If the story of the Kingdom has any meaning, we can hope that Christian business leaders would embody the virtues of the Incarnation chapter of that story, thereby challenging the “cash values” of profit-driven workplaces that neglect the mundane matters of work in favor of external goods that harm communities and Creation. Instead of thinking about business as making money, we might once again think of it as doing good work that participates in divine work.

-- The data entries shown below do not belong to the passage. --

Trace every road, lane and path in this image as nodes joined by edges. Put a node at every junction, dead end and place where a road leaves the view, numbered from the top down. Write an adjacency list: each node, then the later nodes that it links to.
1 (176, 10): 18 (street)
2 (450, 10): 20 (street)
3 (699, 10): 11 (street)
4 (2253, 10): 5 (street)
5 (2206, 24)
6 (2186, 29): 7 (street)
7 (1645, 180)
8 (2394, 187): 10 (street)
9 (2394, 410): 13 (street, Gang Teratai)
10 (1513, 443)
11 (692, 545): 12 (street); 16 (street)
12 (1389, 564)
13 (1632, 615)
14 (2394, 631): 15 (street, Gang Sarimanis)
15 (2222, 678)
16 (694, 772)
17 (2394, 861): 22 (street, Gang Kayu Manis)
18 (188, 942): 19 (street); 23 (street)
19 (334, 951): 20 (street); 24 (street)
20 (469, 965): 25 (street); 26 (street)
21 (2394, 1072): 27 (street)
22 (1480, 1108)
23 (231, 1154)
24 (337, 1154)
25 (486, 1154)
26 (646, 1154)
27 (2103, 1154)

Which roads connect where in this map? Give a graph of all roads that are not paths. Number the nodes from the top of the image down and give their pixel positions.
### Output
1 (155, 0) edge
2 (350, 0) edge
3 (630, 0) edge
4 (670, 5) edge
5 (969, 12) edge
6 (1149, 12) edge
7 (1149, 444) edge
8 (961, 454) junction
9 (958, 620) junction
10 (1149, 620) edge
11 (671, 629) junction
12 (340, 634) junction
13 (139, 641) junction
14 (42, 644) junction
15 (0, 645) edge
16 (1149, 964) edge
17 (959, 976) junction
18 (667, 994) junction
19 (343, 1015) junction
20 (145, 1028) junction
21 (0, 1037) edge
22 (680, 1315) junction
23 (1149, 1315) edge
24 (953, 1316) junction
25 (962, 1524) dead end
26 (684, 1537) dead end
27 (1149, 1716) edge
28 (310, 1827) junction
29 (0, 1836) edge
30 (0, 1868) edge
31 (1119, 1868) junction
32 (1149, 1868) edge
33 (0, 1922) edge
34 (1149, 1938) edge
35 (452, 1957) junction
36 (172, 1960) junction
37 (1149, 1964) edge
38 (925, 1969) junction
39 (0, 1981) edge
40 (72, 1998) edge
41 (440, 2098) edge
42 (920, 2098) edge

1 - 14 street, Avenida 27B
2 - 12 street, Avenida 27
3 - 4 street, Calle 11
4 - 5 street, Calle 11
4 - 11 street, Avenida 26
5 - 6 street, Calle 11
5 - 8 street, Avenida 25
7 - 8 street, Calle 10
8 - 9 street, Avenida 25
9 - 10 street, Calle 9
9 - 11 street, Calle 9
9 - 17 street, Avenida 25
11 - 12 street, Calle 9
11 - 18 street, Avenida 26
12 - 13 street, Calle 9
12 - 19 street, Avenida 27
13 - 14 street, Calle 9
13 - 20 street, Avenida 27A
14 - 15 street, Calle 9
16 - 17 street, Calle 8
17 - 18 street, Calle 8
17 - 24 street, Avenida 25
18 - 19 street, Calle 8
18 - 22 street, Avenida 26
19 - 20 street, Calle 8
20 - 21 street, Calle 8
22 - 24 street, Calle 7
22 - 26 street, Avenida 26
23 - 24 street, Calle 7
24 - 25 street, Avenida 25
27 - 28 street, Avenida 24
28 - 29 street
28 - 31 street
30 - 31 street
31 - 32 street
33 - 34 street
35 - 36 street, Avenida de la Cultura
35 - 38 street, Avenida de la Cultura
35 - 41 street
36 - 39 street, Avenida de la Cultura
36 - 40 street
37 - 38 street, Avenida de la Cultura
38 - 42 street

If Christian business leaders began to operate with such a model of good and virtuous Kingdom work, what might that look like? In the so-called human resources area, it would start with friendships oriented toward common virtuous purposes within companies. Fostering friendship recognizes both our embodiment and our need for life in just and loving communities. I believe we know these when we see these and when we do not see these in the organizations within which we work. Dennis Bakke quotes an Oxford professor who says,

There’s a real difference between saying to your workers, “We care about your welfare because we do,” and saying, “We care about your welfare because that will make you work harder for us.” Employees can tell when values are genuine and when they’re adopted for ulterior purposes.103

Promoting genuine friendships around shared moral purposes will bypass such hypocrisy altogether. Organizations driven by a strong mission that is devoted to justice and the good of others can bond groups of friends together in pursuing the mission. The proper analogy here, of course, is the church at its best. Corporations must never replace the work of the church, but surely they can learn from it by analogy and participate in the Kingdom.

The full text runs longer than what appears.